Lì imparai ad apprezzare don Maurilio: l’esile figura, la dolcezza del volto e l’angelica sapienza delle parole emanavano copiosi fiotti di perdono e di carità, cristallini tesori di cui era (ed è tuttora) colmo il suo ministero.
Sotto la pacata (ma ferma) direzione di tanto presbitero, lo storico tempio di via Taparelli si andò via via trasformando: più luminoso e gioioso d’accogliere il Santissimo, a lungo esposto sull’altare e in attesa dei numerosi fedeli bisognosi di prostrarsi a Lui.
Essi – nel pur iperbolico 2012 – ancora consegnano, alla Sua infinita pietà, lacrime e sorrisi, incubi e speranze, titubanze martorianti e taumaturgiche certezze.
Nell’ampia sagrestia (silente e odorosa di legni nobili, nonché d’avìte memorie) campeggia – solennemente esortativa – una scritta in caratteri cubitali: “Celebra la Messa come se fosse la prima, come se fosse l’unica, come se fosse l’ultima”.
Infatti don Maurilio segue costantemente sì eccelsa massima, vivendo – con raccoglimento assoluto – il mistero di Gesù (Uomo-Dio), soffermandosi a lungo durante l’Elevazione, come misticamente rapito. Egli accarezza, con sguardi colmi d’amor filiale e traboccanti contagiosa devozione, l’Ostia appena consacrata.
Intensi minuti (quanti non è corretto sondare) di profondo raccoglimento, utili per schiere ragguardevoli di oranti, desiderosi di sempre meglio comprendere (e apprezzare) il sacrificio immenso e redentore del Verbo fattosi Corpo e Sangue.
La celebrazione della Messa – agli occhi di don Maurilio – è la miglior poesia che si possa comporre, giorno per giorno.
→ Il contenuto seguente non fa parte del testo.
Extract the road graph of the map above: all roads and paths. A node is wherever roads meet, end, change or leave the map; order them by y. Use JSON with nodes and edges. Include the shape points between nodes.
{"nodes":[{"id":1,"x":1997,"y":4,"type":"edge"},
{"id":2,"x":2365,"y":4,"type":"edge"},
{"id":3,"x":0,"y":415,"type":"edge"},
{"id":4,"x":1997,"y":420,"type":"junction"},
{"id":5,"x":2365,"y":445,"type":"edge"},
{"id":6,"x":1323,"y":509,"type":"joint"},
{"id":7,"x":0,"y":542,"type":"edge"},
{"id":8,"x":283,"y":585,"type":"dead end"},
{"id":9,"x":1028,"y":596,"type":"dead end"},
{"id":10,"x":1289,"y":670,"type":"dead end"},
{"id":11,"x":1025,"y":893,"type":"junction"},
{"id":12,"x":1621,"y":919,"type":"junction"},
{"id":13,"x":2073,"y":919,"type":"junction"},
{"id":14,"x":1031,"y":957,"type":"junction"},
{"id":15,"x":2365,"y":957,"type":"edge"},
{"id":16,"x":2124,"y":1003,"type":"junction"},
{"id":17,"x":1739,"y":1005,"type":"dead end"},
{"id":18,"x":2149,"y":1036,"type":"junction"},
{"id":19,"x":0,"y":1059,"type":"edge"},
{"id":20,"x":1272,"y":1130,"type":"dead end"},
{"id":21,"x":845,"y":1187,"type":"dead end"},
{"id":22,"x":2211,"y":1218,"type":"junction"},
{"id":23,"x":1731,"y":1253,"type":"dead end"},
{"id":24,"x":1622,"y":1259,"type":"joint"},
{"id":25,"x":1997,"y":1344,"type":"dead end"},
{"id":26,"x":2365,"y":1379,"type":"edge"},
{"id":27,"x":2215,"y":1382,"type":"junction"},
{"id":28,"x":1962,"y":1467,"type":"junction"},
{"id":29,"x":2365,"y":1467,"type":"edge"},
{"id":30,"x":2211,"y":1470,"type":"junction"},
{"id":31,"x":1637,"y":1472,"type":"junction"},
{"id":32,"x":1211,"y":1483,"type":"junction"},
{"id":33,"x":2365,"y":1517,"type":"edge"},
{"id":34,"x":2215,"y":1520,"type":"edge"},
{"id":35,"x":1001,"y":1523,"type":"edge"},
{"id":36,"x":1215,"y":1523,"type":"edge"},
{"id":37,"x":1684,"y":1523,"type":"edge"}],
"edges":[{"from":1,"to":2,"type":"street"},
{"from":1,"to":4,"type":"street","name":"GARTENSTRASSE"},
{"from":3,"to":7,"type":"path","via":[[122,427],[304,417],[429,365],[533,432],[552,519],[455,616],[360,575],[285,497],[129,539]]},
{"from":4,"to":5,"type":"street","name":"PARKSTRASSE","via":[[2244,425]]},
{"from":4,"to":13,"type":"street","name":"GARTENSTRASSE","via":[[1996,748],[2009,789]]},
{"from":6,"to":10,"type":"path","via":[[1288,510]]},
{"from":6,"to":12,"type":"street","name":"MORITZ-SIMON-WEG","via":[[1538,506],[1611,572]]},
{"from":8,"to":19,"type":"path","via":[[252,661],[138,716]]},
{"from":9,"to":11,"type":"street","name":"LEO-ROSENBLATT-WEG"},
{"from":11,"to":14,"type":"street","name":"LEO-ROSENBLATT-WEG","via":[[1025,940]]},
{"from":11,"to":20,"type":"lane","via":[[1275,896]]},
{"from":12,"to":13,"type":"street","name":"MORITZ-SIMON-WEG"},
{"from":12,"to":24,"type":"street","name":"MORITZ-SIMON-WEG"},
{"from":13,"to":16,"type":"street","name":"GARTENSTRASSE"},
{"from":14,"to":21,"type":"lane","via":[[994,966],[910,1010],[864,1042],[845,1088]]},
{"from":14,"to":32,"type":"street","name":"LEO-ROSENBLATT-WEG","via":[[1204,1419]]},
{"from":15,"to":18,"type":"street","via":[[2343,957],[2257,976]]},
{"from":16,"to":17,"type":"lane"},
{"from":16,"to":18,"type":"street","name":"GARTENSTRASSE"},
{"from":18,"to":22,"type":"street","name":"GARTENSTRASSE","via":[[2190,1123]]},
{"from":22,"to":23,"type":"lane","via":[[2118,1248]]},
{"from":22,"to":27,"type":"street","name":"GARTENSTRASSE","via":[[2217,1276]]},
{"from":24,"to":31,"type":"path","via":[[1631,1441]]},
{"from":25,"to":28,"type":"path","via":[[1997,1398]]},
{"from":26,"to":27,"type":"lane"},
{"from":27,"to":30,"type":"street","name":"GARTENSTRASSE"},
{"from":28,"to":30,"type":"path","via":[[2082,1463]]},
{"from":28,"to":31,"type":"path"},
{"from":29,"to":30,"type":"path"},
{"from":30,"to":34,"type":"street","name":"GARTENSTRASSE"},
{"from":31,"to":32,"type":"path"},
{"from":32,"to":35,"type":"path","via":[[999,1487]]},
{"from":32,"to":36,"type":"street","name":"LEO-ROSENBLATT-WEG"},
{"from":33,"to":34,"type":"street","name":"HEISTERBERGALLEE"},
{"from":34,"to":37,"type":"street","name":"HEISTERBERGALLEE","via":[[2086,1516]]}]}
Mamma Adelina, nel nascondimento delle sue incomparabili semplicità e bontà, un dì gli affidò (facendone perno del proprio testamento) un compito da far tremare i polsi: «Voglio che tu sia un sacerdote santo!». La prese in parola e, da decenni, ci si va dedicando
– non glielo si riconosca! – senza risparmio d’energie e sacrifici.
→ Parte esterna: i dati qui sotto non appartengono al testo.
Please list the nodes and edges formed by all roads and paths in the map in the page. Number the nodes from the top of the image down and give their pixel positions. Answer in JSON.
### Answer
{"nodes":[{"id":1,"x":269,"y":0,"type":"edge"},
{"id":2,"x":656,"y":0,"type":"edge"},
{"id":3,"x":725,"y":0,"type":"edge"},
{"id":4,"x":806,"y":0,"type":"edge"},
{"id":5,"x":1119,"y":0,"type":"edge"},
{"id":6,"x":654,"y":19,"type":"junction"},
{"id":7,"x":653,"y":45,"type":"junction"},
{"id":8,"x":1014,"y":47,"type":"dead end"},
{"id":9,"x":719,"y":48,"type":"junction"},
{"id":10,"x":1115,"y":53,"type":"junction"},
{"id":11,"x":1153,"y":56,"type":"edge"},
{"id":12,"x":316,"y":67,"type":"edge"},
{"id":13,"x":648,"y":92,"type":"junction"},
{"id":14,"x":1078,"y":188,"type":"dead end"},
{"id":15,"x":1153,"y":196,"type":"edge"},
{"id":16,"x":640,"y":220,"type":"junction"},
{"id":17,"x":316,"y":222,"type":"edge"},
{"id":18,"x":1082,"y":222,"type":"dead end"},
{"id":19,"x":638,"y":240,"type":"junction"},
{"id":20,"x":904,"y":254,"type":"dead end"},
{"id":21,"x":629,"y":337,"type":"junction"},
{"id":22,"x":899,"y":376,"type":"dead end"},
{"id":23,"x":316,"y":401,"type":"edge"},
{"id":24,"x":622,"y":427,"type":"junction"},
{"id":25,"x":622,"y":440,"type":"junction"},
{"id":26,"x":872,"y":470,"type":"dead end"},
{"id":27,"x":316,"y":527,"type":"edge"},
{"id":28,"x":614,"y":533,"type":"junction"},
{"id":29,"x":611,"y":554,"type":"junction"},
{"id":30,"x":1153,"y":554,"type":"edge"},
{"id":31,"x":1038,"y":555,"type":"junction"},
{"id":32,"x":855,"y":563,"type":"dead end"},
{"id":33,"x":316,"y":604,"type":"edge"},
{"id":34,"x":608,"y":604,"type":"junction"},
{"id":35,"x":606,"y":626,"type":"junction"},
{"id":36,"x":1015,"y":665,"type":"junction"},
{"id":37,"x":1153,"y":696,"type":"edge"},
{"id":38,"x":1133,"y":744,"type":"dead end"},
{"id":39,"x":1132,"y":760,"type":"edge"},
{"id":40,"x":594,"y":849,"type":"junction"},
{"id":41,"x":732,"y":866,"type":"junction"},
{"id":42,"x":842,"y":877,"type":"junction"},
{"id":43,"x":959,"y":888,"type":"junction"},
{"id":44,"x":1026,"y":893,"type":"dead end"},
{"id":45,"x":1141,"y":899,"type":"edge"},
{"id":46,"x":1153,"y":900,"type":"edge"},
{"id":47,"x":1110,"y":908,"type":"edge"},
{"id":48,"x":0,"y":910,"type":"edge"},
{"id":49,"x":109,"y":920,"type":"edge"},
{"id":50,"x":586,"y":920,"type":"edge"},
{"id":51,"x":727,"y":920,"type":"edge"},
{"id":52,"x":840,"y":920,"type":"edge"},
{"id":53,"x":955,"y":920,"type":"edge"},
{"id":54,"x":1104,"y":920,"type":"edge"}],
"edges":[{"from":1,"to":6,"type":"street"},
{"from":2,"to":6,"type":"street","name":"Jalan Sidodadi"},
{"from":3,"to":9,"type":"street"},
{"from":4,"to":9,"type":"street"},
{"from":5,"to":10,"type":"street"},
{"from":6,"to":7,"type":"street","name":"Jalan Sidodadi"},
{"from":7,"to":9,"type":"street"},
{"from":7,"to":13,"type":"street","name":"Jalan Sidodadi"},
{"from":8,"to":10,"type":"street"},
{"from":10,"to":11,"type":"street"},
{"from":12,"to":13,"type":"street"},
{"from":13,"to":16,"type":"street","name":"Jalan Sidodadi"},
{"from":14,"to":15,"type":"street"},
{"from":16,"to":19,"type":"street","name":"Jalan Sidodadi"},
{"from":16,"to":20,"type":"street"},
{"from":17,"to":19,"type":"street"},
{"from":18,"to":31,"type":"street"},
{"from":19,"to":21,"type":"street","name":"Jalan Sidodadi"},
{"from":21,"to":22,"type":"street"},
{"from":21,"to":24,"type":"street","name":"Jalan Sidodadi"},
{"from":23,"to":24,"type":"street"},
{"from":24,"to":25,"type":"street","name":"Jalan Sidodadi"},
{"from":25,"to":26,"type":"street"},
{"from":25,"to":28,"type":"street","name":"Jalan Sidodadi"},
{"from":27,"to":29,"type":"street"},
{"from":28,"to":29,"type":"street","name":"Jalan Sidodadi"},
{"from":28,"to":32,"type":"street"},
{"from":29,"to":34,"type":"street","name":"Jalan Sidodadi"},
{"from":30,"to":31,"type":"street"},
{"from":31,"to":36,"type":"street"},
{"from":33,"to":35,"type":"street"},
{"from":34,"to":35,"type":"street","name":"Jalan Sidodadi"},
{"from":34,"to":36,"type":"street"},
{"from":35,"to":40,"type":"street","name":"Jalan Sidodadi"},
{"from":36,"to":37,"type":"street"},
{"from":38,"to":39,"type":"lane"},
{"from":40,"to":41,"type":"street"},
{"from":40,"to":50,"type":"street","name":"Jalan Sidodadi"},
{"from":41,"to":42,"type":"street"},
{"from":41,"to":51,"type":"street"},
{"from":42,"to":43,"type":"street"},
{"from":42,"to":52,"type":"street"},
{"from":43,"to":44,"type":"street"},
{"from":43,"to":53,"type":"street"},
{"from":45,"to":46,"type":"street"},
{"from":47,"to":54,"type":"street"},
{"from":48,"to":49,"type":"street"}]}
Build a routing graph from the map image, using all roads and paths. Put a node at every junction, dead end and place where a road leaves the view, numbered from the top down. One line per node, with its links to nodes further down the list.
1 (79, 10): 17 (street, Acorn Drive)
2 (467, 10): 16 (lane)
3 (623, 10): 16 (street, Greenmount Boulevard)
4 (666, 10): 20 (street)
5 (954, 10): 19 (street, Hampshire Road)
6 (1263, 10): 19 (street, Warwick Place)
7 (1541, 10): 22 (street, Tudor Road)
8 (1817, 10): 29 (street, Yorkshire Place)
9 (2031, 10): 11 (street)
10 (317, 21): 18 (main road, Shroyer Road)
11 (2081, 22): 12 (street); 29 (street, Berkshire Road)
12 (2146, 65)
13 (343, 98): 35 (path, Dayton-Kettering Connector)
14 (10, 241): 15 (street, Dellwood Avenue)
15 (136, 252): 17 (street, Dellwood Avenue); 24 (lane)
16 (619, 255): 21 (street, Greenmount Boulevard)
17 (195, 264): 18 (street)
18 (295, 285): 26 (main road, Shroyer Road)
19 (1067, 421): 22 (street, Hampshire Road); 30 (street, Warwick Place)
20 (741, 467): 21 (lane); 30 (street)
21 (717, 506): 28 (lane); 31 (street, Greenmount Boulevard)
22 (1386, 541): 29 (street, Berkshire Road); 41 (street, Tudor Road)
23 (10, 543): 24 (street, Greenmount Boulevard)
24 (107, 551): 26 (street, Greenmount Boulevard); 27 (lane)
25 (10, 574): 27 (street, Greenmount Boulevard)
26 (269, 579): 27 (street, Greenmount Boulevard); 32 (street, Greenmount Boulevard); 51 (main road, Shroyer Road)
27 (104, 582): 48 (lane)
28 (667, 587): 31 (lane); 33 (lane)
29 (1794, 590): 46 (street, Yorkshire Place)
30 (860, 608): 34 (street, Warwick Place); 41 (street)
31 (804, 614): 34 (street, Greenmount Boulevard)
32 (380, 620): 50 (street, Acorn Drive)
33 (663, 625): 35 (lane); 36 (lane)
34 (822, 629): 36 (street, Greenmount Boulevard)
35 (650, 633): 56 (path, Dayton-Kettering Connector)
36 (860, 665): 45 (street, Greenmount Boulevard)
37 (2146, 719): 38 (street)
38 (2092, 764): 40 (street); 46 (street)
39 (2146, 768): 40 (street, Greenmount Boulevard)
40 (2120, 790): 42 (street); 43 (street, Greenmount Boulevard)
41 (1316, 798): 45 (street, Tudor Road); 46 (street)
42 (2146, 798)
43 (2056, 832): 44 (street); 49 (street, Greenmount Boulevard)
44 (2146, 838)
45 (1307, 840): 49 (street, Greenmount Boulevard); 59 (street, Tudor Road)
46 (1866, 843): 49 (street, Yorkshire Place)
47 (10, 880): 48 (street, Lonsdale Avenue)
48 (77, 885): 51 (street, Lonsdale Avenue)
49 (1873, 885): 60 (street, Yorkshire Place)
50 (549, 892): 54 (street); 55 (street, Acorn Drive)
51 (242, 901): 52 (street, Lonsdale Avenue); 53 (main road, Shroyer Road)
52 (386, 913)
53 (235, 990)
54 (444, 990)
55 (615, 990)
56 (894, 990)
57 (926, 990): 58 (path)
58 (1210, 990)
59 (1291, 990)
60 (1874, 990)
Seguendo l’esempio del canonico, capisco che noi tutti possediamo non solo una prima casa qui in Terra, ma anche una seconda dimora – prenotata dal Crocifisso, per ciascuno, in Cielo – dove non si stanca d’attenderci una madre dolcissima: la Beatissima Vergine Maria.
Attorno a lui, presso l’altare, accorrono le Ancelle della Madonna: piccole bimbe e mansuete fanciulle che lo aiutano durante le funzioni.
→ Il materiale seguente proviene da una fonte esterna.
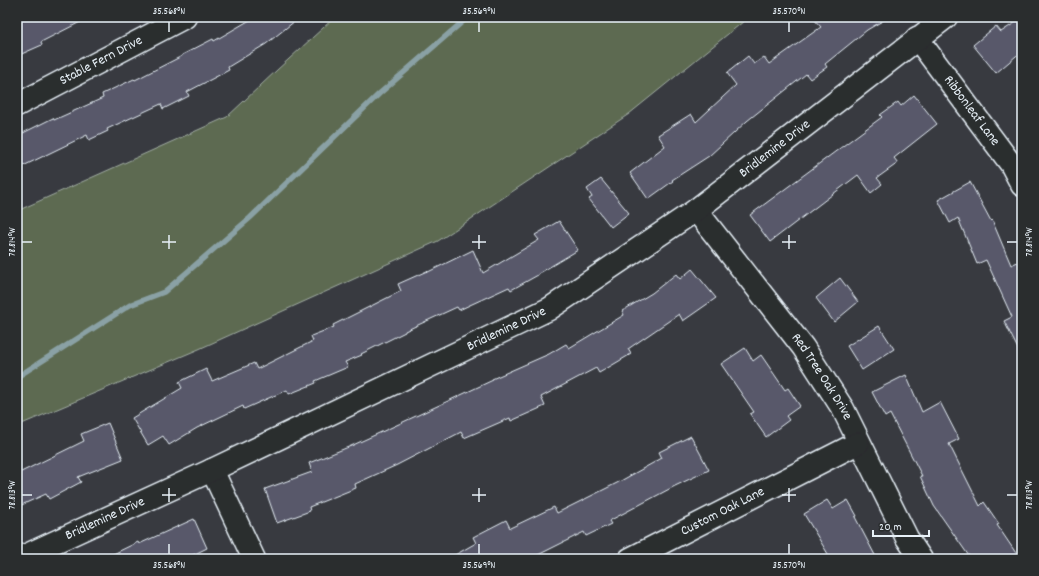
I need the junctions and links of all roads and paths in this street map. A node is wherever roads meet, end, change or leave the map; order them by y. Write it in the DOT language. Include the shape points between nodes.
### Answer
graph roads {
  1 [pos="185,17"];
  2 [pos="946,17"];
  3 [pos="917,38"];
  4 [pos="17,104"];
  5 [pos="1022,185"];
  6 [pos="696,210"];
  7 [pos="858,443"];
  8 [pos="212,470"];
  9 [pos="18,559"];
  10 [pos="254,559"];
  11 [pos="630,559"];
  12 [pos="922,559"];
  1 -- 4 [label="street, Stable Fern Drive"];
  2 -- 3 [label="street, Bridlemine Drive"];
  3 -- 5 [label="street, Ribbonleaf Lane" via="1011,164"];
  3 -- 6 [label="street, Bridlemine Drive"];
  6 -- 7 [label="street, Red Tree Oak Drive" via="803,347 843,409"];
  6 -- 8 [label="street, Bridlemine Drive" via="549,309"];
  7 -- 11 [label="street, Custom Oak Lane"];
  7 -- 12 [label="street, Red Tree Oak Drive" via="906,538"];
  8 -- 9 [label="street, Bridlemine Drive"];
  8 -- 10 [label="street"];
}
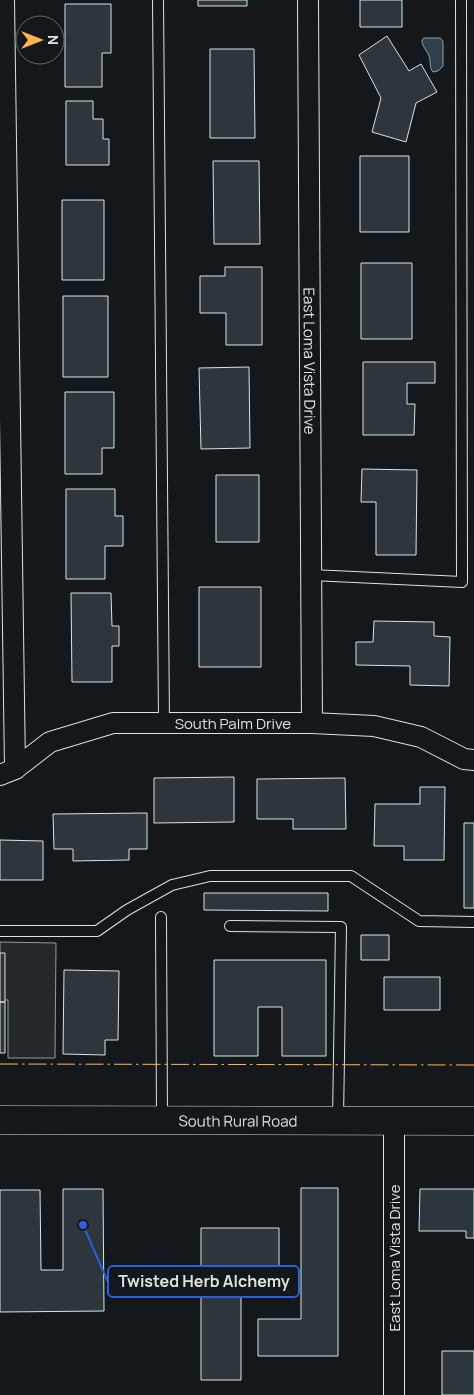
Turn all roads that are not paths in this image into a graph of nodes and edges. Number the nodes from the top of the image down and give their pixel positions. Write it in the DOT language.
graph roads {
  1 [pos="4,0"];
  2 [pos="158,0"];
  3 [pos="308,0"];
  4 [pos="461,0"];
  5 [pos="311,575"];
  6 [pos="164,723"];
  7 [pos="312,723"];
  8 [pos="474,760"];
  9 [pos="7,772"];
  10 [pos="161,917"];
  11 [pos="474,922"];
  12 [pos="230,926"];
  13 [pos="0,931"];
  14 [pos="0,1120"];
  15 [pos="162,1120"];
  16 [pos="338,1121"];
  17 [pos="394,1121"];
  18 [pos="474,1121"];
  19 [pos="394,1395"];
  1 -- 9 [label="street"];
  2 -- 6 [label="lane"];
  3 -- 5 [label="street, East Loma Vista Drive"];
  4 -- 5 [label="lane"];
  5 -- 7 [label="street, East Loma Vista Drive"];
  6 -- 7 [label="street, South Palm Drive"];
  6 -- 9 [label="street, South Palm Drive"];
  7 -- 8 [label="street, South Palm Drive"];
  10 -- 15 [label="lane"];
  11 -- 13 [label="lane"];
  12 -- 16 [label="lane"];
  14 -- 15 [label="main road, South Rural Road"];
  15 -- 16 [label="main road, South Rural Road"];
  16 -- 17 [label="main road, South Rural Road"];
  17 -- 18 [label="main road, South Rural Road"];
  17 -- 19 [label="street, East Loma Vista Drive"];
}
Fuori del confessionale attende, senza tregua alcuna, una variegata coda di penitenti, perché, dopo avergli dischiuso sinceramente il ventaglio delle violazioni della legge etica e divina, ci si sente sollevati, sereni come quando si respira una boccata d’aria pura, in alta montagna.
Il mite rettore – rimessi i peccati e impartita la benedizione – sussurra: «Gesù non è un ragioniere, bensì Misericordia infinita!».
E si può, allora, riprendere la sconnessa strada della poesia e della vita, con la propria croce sulle spalle…
Francesca Cerutti
I
Quando Rayna incontra la Luce
Era giunta (dolce) l’ottobrina mestizia quando avevo osato immergermi, su amicale invito d’uno degli autori, nello specchio limpido del loro terzo florilegio antologico: “Dai fondali azzurri del cuore”.
Già accostando “Il mistico giardino” (1995) e il “Respiro d’infinito” (2003), ero giunto a tu per tu con percorsi tematici e stilistici non di poco conto; di quelli – intendo – che mettono alla frusta (e nel contempo deliziano) anche il lettore più esperto e l’uomo più sensibile, ché critico è termine, forse, foriero di soverchianti sgomenti e poco s’attaglia a chi – come lo scrivente – quotidianamente predilige i misteri soteriologici ed escatologici del lirico universo.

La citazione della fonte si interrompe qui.